AVAILABLE DATA Start Marker

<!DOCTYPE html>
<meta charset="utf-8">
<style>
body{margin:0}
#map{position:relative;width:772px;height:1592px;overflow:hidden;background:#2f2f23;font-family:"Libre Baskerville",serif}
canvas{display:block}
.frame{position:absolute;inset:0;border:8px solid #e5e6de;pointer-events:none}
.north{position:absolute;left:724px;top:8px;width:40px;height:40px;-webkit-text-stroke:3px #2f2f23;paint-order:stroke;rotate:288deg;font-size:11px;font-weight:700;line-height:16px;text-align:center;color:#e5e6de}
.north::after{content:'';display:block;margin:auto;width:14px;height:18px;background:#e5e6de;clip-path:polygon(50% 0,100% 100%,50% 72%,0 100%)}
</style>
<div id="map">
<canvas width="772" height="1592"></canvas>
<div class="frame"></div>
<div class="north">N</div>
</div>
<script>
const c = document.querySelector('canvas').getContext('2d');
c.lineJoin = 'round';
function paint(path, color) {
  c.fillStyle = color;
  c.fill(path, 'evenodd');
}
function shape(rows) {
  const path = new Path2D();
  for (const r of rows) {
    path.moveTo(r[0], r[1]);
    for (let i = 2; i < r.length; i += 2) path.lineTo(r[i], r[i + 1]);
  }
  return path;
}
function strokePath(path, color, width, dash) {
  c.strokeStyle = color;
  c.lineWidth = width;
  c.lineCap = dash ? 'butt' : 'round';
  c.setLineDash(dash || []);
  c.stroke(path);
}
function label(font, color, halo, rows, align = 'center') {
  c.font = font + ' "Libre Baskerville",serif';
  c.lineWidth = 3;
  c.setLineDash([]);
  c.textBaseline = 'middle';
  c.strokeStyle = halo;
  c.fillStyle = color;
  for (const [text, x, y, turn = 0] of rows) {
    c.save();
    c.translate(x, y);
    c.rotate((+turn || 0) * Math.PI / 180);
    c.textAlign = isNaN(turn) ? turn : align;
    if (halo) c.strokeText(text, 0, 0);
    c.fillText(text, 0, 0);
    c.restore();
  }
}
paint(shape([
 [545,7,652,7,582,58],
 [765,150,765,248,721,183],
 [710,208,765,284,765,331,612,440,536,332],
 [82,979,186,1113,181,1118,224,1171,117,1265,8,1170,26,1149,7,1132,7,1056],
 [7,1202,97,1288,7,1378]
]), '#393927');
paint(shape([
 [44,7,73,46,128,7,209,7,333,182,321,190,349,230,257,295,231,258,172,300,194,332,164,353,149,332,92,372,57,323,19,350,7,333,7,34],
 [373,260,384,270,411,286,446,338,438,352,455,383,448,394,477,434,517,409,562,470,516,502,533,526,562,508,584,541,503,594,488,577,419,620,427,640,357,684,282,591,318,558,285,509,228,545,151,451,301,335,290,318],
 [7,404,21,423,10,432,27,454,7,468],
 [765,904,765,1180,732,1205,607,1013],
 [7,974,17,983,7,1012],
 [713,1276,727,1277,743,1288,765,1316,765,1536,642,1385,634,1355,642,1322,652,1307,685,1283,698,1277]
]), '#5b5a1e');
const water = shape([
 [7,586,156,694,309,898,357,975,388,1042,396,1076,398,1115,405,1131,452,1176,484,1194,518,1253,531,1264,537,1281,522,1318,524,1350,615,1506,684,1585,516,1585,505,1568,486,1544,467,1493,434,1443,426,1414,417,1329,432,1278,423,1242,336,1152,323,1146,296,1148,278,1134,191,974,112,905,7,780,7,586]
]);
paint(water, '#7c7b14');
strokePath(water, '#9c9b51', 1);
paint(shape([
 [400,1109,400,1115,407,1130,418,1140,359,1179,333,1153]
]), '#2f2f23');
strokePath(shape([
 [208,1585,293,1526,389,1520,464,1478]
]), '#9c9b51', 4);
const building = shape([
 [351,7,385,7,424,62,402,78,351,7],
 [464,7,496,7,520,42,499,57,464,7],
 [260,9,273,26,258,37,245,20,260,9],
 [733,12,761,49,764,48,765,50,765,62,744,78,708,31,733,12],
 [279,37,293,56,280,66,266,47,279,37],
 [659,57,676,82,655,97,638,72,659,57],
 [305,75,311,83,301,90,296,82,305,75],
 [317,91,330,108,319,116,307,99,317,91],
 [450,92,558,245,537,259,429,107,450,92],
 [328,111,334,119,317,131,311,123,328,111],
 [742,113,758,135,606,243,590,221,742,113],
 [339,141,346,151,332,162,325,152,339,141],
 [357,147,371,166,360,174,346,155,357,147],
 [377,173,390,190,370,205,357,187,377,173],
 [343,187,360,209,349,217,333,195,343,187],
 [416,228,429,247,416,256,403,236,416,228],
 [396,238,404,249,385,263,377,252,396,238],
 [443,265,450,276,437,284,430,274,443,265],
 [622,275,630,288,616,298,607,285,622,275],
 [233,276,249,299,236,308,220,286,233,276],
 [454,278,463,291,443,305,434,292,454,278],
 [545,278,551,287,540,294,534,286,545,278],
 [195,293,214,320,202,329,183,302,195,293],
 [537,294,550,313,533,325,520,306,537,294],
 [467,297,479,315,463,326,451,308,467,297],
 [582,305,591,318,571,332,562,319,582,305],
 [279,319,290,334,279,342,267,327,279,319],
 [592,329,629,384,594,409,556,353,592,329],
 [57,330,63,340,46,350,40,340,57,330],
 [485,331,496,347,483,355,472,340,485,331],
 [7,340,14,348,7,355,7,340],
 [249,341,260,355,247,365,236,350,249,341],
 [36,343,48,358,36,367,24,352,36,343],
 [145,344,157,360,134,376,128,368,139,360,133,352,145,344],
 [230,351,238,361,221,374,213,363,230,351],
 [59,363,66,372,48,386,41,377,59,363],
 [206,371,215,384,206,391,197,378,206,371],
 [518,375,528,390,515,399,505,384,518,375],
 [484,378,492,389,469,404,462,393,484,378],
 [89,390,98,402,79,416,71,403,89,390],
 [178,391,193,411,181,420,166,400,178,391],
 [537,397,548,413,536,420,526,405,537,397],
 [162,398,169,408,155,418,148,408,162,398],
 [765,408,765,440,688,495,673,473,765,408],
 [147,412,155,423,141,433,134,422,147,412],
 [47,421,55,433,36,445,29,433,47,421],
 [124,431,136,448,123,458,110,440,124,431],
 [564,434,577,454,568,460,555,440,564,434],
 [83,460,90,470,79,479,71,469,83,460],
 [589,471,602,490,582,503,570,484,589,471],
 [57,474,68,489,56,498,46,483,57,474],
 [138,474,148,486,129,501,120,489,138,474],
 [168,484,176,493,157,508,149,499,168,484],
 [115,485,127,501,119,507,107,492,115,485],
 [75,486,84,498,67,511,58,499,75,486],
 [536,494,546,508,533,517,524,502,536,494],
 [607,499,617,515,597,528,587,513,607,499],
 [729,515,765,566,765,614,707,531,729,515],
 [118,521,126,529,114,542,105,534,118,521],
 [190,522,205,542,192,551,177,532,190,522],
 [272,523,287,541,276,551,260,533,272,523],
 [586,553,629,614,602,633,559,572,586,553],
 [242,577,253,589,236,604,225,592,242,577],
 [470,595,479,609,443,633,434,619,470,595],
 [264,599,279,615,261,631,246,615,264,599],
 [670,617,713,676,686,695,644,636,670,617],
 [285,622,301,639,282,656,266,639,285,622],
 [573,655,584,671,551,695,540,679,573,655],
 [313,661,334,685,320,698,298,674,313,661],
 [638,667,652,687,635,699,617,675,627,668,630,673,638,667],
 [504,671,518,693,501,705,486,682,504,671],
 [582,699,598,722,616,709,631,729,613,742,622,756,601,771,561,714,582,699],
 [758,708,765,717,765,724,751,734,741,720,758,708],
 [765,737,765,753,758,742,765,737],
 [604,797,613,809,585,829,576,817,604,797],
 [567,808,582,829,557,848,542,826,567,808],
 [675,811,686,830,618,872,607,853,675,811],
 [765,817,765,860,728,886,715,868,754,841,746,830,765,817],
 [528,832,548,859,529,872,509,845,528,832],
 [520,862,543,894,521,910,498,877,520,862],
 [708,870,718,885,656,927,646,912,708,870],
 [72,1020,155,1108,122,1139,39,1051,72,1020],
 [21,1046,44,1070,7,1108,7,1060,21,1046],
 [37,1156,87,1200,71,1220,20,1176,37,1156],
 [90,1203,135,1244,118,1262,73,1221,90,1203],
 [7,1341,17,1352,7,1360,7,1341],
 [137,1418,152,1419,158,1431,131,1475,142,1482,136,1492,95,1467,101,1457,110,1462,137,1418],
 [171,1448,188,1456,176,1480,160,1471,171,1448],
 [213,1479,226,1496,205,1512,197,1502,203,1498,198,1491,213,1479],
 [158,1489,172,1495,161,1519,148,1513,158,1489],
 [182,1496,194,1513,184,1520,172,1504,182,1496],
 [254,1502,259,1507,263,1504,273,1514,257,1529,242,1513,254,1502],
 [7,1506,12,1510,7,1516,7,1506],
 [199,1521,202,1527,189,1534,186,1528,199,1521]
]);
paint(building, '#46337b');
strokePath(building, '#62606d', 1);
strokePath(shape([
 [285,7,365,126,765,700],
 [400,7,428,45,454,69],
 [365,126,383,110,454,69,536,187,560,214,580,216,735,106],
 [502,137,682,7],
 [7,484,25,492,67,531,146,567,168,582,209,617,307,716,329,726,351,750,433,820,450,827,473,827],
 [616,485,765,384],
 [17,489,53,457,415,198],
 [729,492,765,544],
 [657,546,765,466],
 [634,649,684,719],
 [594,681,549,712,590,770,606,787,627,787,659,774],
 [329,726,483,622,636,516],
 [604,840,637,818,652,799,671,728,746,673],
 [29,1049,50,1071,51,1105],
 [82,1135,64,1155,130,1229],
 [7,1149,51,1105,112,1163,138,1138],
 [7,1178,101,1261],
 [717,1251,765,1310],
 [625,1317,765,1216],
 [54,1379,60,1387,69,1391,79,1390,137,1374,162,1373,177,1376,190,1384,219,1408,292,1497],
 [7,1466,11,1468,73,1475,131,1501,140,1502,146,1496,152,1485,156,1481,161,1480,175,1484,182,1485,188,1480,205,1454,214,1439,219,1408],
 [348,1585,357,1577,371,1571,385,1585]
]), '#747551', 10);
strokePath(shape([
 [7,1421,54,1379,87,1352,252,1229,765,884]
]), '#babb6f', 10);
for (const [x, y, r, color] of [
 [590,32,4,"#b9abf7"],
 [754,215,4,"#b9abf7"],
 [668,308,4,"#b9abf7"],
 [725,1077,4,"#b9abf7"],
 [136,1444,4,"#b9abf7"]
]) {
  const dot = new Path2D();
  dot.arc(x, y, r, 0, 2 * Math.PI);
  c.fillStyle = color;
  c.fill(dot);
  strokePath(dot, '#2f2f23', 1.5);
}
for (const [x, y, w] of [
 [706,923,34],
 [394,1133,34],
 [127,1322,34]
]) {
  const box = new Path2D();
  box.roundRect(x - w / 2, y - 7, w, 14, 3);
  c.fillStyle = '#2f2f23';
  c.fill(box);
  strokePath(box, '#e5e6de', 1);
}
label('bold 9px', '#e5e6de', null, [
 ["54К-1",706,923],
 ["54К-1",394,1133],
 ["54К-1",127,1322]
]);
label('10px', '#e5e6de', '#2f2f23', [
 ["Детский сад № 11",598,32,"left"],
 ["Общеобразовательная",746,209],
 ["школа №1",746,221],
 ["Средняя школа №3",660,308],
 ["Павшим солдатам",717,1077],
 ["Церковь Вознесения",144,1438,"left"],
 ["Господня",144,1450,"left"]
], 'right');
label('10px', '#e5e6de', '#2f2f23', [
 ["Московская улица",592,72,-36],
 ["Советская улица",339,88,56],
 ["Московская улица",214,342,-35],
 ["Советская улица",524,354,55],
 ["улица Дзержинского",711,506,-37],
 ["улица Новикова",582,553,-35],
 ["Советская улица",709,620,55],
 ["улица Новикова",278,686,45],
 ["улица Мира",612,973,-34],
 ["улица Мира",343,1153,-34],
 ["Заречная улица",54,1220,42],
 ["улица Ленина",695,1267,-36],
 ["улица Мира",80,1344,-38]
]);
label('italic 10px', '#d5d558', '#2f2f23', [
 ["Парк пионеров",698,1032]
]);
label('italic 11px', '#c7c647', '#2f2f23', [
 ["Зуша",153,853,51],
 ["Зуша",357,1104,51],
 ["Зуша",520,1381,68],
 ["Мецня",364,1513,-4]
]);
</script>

AVAILABLE DATA End Marker

**ABOUT THIS TASK:**
Only the lines that hold the word "strokeStyle" are wanted; each should be pulled from the records.

**EXERCISE RESULT:**
  c.strokeStyle = color;
  c.strokeStyle = halo;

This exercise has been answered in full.